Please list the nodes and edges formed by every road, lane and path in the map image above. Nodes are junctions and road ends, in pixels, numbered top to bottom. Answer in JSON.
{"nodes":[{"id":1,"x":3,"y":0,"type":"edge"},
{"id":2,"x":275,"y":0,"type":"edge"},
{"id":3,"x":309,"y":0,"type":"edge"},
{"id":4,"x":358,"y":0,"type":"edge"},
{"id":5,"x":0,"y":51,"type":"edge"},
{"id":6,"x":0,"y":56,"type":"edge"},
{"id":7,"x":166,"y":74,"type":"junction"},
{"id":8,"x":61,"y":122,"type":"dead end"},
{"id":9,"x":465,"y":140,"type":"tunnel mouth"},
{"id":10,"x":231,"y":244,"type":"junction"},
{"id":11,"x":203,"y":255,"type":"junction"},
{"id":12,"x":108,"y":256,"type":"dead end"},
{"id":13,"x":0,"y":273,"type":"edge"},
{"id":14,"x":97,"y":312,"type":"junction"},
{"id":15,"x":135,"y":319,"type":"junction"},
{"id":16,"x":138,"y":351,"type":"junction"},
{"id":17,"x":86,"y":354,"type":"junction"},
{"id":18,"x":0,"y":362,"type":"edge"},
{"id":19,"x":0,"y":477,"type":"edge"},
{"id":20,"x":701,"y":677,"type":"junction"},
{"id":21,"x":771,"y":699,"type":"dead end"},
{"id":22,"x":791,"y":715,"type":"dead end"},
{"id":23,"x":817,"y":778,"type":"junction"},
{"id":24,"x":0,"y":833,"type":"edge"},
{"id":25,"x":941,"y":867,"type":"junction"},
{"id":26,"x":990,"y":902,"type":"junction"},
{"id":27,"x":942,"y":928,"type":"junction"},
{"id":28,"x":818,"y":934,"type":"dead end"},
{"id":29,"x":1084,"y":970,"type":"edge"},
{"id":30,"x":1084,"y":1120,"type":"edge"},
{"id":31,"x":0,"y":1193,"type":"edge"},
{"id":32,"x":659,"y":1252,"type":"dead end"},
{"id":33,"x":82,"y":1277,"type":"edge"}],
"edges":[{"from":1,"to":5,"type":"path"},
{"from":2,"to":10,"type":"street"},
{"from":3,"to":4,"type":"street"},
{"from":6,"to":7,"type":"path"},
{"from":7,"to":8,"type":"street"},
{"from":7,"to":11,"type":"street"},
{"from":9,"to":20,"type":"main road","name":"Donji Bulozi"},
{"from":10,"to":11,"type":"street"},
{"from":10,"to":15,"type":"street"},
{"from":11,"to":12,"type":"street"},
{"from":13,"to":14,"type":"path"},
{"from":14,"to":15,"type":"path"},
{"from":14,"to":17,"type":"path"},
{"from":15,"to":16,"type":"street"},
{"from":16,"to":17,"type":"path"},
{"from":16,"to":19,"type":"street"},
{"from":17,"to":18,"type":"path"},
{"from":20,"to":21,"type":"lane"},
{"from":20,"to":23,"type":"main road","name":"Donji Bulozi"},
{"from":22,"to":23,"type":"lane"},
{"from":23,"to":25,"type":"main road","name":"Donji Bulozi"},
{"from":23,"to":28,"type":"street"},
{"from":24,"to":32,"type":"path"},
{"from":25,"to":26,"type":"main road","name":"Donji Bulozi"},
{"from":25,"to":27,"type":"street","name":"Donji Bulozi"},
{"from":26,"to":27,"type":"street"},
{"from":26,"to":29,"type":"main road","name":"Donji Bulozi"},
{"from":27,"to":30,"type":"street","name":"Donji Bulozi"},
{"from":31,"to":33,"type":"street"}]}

· · ·

Go through the listing above and copy each line exactly.

Please list the nodes and edges formed by every road, lane and path in the map image above. Nodes are junctions and road ends, in pixels, numbered top to bottom. Answer in JSON.
{"nodes":[{"id":1,"x":3,"y":0,"type":"edge"},
{"id":2,"x":275,"y":0,"type":"edge"},
{"id":3,"x":309,"y":0,"type":"edge"},
{"id":4,"x":358,"y":0,"type":"edge"},
{"id":5,"x":0,"y":51,"type":"edge"},
{"id":6,"x":0,"y":56,"type":"edge"},
{"id":7,"x":166,"y":74,"type":"junction"},
{"id":8,"x":61,"y":122,"type":"dead end"},
{"id":9,"x":465,"y":140,"type":"tunnel mouth"},
{"id":10,"x":231,"y":244,"type":"junction"},
{"id":11,"x":203,"y":255,"type":"junction"},
{"id":12,"x":108,"y":256,"type":"dead end"},
{"id":13,"x":0,"y":273,"type":"edge"},
{"id":14,"x":97,"y":312,"type":"junction"},
{"id":15,"x":135,"y":319,"type":"junction"},
{"id":16,"x":138,"y":351,"type":"junction"},
{"id":17,"x":86,"y":354,"type":"junction"},
{"id":18,"x":0,"y":362,"type":"edge"},
{"id":19,"x":0,"y":477,"type":"edge"},
{"id":20,"x":701,"y":677,"type":"junction"},
{"id":21,"x":771,"y":699,"type":"dead end"},
{"id":22,"x":791,"y":715,"type":"dead end"},
{"id":23,"x":817,"y":778,"type":"junction"},
{"id":24,"x":0,"y":833,"type":"edge"},
{"id":25,"x":941,"y":867,"type":"junction"},
{"id":26,"x":990,"y":902,"type":"junction"},
{"id":27,"x":942,"y":928,"type":"junction"},
{"id":28,"x":818,"y":934,"type":"dead end"},
{"id":29,"x":1084,"y":970,"type":"edge"},
{"id":30,"x":1084,"y":1120,"type":"edge"},
{"id":31,"x":0,"y":1193,"type":"edge"},
{"id":32,"x":659,"y":1252,"type":"dead end"},
{"id":33,"x":82,"y":1277,"type":"edge"}],
"edges":[{"from":1,"to":5,"type":"path"},
{"from":2,"to":10,"type":"street"},
{"from":3,"to":4,"type":"street"},
{"from":6,"to":7,"type":"path"},
{"from":7,"to":8,"type":"street"},
{"from":7,"to":11,"type":"street"},
{"from":9,"to":20,"type":"main road","name":"Donji Bulozi"},
{"from":10,"to":11,"type":"street"},
{"from":10,"to":15,"type":"street"},
{"from":11,"to":12,"type":"street"},
{"from":13,"to":14,"type":"path"},
{"from":14,"to":15,"type":"path"},
{"from":14,"to":17,"type":"path"},
{"from":15,"to":16,"type":"street"},
{"from":16,"to":17,"type":"path"},
{"from":16,"to":19,"type":"street"},
{"from":17,"to":18,"type":"path"},
{"from":20,"to":21,"type":"lane"},
{"from":20,"to":23,"type":"main road","name":"Donji Bulozi"},
{"from":22,"to":23,"type":"lane"},
{"from":23,"to":25,"type":"main road","name":"Donji Bulozi"},
{"from":23,"to":28,"type":"street"},
{"from":24,"to":32,"type":"path"},
{"from":25,"to":26,"type":"main road","name":"Donji Bulozi"},
{"from":25,"to":27,"type":"street","name":"Donji Bulozi"},
{"from":26,"to":27,"type":"street"},
{"from":26,"to":29,"type":"main road","name":"Donji Bulozi"},
{"from":27,"to":30,"type":"street","name":"Donji Bulozi"},
{"from":31,"to":33,"type":"street"}]}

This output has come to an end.